_Work to complete_. The expected response is the complete listing below, restated exactly, with its pictures omitted.

_Task data_.
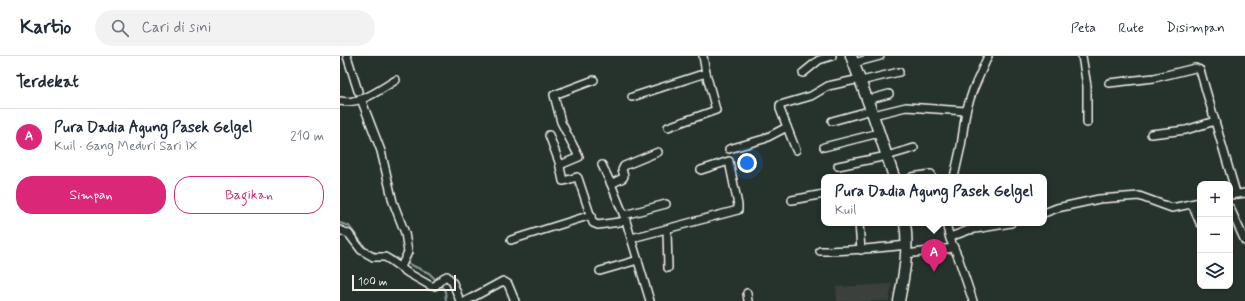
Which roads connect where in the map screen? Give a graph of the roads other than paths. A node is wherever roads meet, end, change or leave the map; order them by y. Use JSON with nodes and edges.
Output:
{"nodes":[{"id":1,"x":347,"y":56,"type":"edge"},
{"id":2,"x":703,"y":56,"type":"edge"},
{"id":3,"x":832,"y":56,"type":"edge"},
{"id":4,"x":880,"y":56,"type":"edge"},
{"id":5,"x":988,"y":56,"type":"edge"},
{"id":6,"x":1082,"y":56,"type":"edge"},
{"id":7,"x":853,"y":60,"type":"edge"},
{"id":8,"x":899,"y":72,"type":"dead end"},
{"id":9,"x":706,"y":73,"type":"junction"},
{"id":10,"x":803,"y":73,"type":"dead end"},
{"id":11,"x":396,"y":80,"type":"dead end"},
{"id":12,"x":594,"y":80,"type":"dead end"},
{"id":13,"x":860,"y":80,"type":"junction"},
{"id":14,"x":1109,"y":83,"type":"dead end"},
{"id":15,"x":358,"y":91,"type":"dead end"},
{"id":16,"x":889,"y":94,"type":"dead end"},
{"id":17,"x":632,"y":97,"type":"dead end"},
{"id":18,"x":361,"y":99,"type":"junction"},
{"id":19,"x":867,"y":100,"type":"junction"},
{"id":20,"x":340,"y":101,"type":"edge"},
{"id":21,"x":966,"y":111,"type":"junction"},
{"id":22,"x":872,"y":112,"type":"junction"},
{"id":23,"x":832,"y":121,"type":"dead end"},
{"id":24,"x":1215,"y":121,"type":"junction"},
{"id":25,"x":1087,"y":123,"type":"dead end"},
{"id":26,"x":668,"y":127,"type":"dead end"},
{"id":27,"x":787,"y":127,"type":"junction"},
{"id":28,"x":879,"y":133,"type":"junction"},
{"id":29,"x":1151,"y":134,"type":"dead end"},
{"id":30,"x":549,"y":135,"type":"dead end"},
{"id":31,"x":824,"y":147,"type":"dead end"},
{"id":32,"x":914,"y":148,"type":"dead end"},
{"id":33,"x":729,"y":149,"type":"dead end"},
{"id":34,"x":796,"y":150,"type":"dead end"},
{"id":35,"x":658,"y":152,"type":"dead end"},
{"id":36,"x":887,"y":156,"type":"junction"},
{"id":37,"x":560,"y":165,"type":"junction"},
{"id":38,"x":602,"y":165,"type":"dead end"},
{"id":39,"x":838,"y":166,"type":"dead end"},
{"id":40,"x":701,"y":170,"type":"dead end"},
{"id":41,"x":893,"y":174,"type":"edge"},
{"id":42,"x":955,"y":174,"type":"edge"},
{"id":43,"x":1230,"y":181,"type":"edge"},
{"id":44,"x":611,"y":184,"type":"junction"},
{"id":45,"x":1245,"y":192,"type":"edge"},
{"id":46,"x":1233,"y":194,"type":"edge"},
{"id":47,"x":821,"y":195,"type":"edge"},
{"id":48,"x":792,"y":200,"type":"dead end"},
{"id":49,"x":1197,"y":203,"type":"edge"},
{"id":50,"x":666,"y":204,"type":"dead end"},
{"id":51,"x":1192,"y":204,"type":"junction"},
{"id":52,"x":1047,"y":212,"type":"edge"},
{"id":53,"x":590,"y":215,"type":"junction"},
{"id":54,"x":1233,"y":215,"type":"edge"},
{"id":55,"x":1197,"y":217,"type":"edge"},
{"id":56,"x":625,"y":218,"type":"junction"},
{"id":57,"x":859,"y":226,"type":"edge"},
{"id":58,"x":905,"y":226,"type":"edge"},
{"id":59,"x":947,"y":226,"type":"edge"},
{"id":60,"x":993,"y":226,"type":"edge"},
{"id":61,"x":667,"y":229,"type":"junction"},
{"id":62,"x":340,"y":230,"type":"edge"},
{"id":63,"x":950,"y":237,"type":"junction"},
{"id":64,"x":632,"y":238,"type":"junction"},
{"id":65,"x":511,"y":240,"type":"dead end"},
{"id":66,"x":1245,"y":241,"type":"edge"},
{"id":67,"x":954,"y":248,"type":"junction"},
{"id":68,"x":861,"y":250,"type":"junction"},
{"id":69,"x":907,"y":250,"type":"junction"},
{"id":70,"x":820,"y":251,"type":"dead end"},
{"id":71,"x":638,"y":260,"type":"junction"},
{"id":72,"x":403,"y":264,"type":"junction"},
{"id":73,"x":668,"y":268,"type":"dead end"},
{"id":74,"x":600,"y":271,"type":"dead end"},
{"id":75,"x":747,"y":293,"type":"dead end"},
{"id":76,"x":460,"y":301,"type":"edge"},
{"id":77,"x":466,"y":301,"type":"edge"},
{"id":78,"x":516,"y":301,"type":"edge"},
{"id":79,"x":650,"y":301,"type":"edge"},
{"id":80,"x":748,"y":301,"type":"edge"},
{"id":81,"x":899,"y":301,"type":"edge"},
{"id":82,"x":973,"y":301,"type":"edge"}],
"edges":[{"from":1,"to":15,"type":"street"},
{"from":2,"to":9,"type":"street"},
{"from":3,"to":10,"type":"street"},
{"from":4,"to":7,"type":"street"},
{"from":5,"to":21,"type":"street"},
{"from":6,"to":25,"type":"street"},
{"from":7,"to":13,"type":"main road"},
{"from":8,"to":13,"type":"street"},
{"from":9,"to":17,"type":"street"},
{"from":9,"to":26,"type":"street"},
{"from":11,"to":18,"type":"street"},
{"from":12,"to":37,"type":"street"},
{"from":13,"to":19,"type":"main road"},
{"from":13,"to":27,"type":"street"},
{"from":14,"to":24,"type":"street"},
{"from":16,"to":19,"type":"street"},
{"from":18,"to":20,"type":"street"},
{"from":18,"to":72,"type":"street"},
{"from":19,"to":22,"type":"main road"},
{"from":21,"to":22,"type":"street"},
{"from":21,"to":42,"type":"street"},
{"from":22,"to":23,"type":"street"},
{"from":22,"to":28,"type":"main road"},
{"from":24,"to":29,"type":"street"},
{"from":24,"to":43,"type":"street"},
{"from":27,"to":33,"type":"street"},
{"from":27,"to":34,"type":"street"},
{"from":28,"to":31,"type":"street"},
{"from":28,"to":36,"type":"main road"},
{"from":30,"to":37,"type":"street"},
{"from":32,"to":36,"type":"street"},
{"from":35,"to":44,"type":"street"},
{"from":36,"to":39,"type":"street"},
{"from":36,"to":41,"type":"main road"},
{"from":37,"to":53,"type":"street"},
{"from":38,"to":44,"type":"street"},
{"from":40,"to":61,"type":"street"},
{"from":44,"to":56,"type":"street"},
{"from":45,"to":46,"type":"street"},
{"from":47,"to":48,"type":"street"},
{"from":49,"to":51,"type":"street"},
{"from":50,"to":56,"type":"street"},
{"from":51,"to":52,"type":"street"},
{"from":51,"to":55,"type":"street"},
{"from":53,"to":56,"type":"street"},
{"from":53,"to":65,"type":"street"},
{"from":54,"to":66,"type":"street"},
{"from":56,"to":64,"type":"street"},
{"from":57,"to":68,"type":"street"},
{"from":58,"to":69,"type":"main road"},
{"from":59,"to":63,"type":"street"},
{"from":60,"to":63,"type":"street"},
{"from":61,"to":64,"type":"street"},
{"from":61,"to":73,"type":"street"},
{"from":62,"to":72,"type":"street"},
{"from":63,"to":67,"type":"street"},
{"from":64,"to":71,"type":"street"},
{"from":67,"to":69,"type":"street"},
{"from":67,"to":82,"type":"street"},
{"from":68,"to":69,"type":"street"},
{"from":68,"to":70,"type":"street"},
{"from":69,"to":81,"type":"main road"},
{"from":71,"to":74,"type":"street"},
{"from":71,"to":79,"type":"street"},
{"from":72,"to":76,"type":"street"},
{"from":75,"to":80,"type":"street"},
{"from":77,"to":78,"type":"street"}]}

_Solution to this problem_.
Which roads connect where in the map screen? Give a graph of the roads other than paths. A node is wherever roads meet, end, change or leave the map; order them by y. Use JSON with nodes and edges.
Output:
{"nodes":[{"id":1,"x":347,"y":56,"type":"edge"},
{"id":2,"x":703,"y":56,"type":"edge"},
{"id":3,"x":832,"y":56,"type":"edge"},
{"id":4,"x":880,"y":56,"type":"edge"},
{"id":5,"x":988,"y":56,"type":"edge"},
{"id":6,"x":1082,"y":56,"type":"edge"},
{"id":7,"x":853,"y":60,"type":"edge"},
{"id":8,"x":899,"y":72,"type":"dead end"},
{"id":9,"x":706,"y":73,"type":"junction"},
{"id":10,"x":803,"y":73,"type":"dead end"},
{"id":11,"x":396,"y":80,"type":"dead end"},
{"id":12,"x":594,"y":80,"type":"dead end"},
{"id":13,"x":860,"y":80,"type":"junction"},
{"id":14,"x":1109,"y":83,"type":"dead end"},
{"id":15,"x":358,"y":91,"type":"dead end"},
{"id":16,"x":889,"y":94,"type":"dead end"},
{"id":17,"x":632,"y":97,"type":"dead end"},
{"id":18,"x":361,"y":99,"type":"junction"},
{"id":19,"x":867,"y":100,"type":"junction"},
{"id":20,"x":340,"y":101,"type":"edge"},
{"id":21,"x":966,"y":111,"type":"junction"},
{"id":22,"x":872,"y":112,"type":"junction"},
{"id":23,"x":832,"y":121,"type":"dead end"},
{"id":24,"x":1215,"y":121,"type":"junction"},
{"id":25,"x":1087,"y":123,"type":"dead end"},
{"id":26,"x":668,"y":127,"type":"dead end"},
{"id":27,"x":787,"y":127,"type":"junction"},
{"id":28,"x":879,"y":133,"type":"junction"},
{"id":29,"x":1151,"y":134,"type":"dead end"},
{"id":30,"x":549,"y":135,"type":"dead end"},
{"id":31,"x":824,"y":147,"type":"dead end"},
{"id":32,"x":914,"y":148,"type":"dead end"},
{"id":33,"x":729,"y":149,"type":"dead end"},
{"id":34,"x":796,"y":150,"type":"dead end"},
{"id":35,"x":658,"y":152,"type":"dead end"},
{"id":36,"x":887,"y":156,"type":"junction"},
{"id":37,"x":560,"y":165,"type":"junction"},
{"id":38,"x":602,"y":165,"type":"dead end"},
{"id":39,"x":838,"y":166,"type":"dead end"},
{"id":40,"x":701,"y":170,"type":"dead end"},
{"id":41,"x":893,"y":174,"type":"edge"},
{"id":42,"x":955,"y":174,"type":"edge"},
{"id":43,"x":1230,"y":181,"type":"edge"},
{"id":44,"x":611,"y":184,"type":"junction"},
{"id":45,"x":1245,"y":192,"type":"edge"},
{"id":46,"x":1233,"y":194,"type":"edge"},
{"id":47,"x":821,"y":195,"type":"edge"},
{"id":48,"x":792,"y":200,"type":"dead end"},
{"id":49,"x":1197,"y":203,"type":"edge"},
{"id":50,"x":666,"y":204,"type":"dead end"},
{"id":51,"x":1192,"y":204,"type":"junction"},
{"id":52,"x":1047,"y":212,"type":"edge"},
{"id":53,"x":590,"y":215,"type":"junction"},
{"id":54,"x":1233,"y":215,"type":"edge"},
{"id":55,"x":1197,"y":217,"type":"edge"},
{"id":56,"x":625,"y":218,"type":"junction"},
{"id":57,"x":859,"y":226,"type":"edge"},
{"id":58,"x":905,"y":226,"type":"edge"},
{"id":59,"x":947,"y":226,"type":"edge"},
{"id":60,"x":993,"y":226,"type":"edge"},
{"id":61,"x":667,"y":229,"type":"junction"},
{"id":62,"x":340,"y":230,"type":"edge"},
{"id":63,"x":950,"y":237,"type":"junction"},
{"id":64,"x":632,"y":238,"type":"junction"},
{"id":65,"x":511,"y":240,"type":"dead end"},
{"id":66,"x":1245,"y":241,"type":"edge"},
{"id":67,"x":954,"y":248,"type":"junction"},
{"id":68,"x":861,"y":250,"type":"junction"},
{"id":69,"x":907,"y":250,"type":"junction"},
{"id":70,"x":820,"y":251,"type":"dead end"},
{"id":71,"x":638,"y":260,"type":"junction"},
{"id":72,"x":403,"y":264,"type":"junction"},
{"id":73,"x":668,"y":268,"type":"dead end"},
{"id":74,"x":600,"y":271,"type":"dead end"},
{"id":75,"x":747,"y":293,"type":"dead end"},
{"id":76,"x":460,"y":301,"type":"edge"},
{"id":77,"x":466,"y":301,"type":"edge"},
{"id":78,"x":516,"y":301,"type":"edge"},
{"id":79,"x":650,"y":301,"type":"edge"},
{"id":80,"x":748,"y":301,"type":"edge"},
{"id":81,"x":899,"y":301,"type":"edge"},
{"id":82,"x":973,"y":301,"type":"edge"}],
"edges":[{"from":1,"to":15,"type":"street"},
{"from":2,"to":9,"type":"street"},
{"from":3,"to":10,"type":"street"},
{"from":4,"to":7,"type":"street"},
{"from":5,"to":21,"type":"street"},
{"from":6,"to":25,"type":"street"},
{"from":7,"to":13,"type":"main road"},
{"from":8,"to":13,"type":"street"},
{"from":9,"to":17,"type":"street"},
{"from":9,"to":26,"type":"street"},
{"from":11,"to":18,"type":"street"},
{"from":12,"to":37,"type":"street"},
{"from":13,"to":19,"type":"main road"},
{"from":13,"to":27,"type":"street"},
{"from":14,"to":24,"type":"street"},
{"from":16,"to":19,"type":"street"},
{"from":18,"to":20,"type":"street"},
{"from":18,"to":72,"type":"street"},
{"from":19,"to":22,"type":"main road"},
{"from":21,"to":22,"type":"street"},
{"from":21,"to":42,"type":"street"},
{"from":22,"to":23,"type":"street"},
{"from":22,"to":28,"type":"main road"},
{"from":24,"to":29,"type":"street"},
{"from":24,"to":43,"type":"street"},
{"from":27,"to":33,"type":"street"},
{"from":27,"to":34,"type":"street"},
{"from":28,"to":31,"type":"street"},
{"from":28,"to":36,"type":"main road"},
{"from":30,"to":37,"type":"street"},
{"from":32,"to":36,"type":"street"},
{"from":35,"to":44,"type":"street"},
{"from":36,"to":39,"type":"street"},
{"from":36,"to":41,"type":"main road"},
{"from":37,"to":53,"type":"street"},
{"from":38,"to":44,"type":"street"},
{"from":40,"to":61,"type":"street"},
{"from":44,"to":56,"type":"street"},
{"from":45,"to":46,"type":"street"},
{"from":47,"to":48,"type":"street"},
{"from":49,"to":51,"type":"street"},
{"from":50,"to":56,"type":"street"},
{"from":51,"to":52,"type":"street"},
{"from":51,"to":55,"type":"street"},
{"from":53,"to":56,"type":"street"},
{"from":53,"to":65,"type":"street"},
{"from":54,"to":66,"type":"street"},
{"from":56,"to":64,"type":"street"},
{"from":57,"to":68,"type":"street"},
{"from":58,"to":69,"type":"main road"},
{"from":59,"to":63,"type":"street"},
{"from":60,"to":63,"type":"street"},
{"from":61,"to":64,"type":"street"},
{"from":61,"to":73,"type":"street"},
{"from":62,"to":72,"type":"street"},
{"from":63,"to":67,"type":"street"},
{"from":64,"to":71,"type":"street"},
{"from":67,"to":69,"type":"street"},
{"from":67,"to":82,"type":"street"},
{"from":68,"to":69,"type":"street"},
{"from":68,"to":70,"type":"street"},
{"from":69,"to":81,"type":"main road"},
{"from":71,"to":74,"type":"street"},
{"from":71,"to":79,"type":"street"},
{"from":72,"to":76,"type":"street"},
{"from":75,"to":80,"type":"street"},
{"from":77,"to":78,"type":"street"}]}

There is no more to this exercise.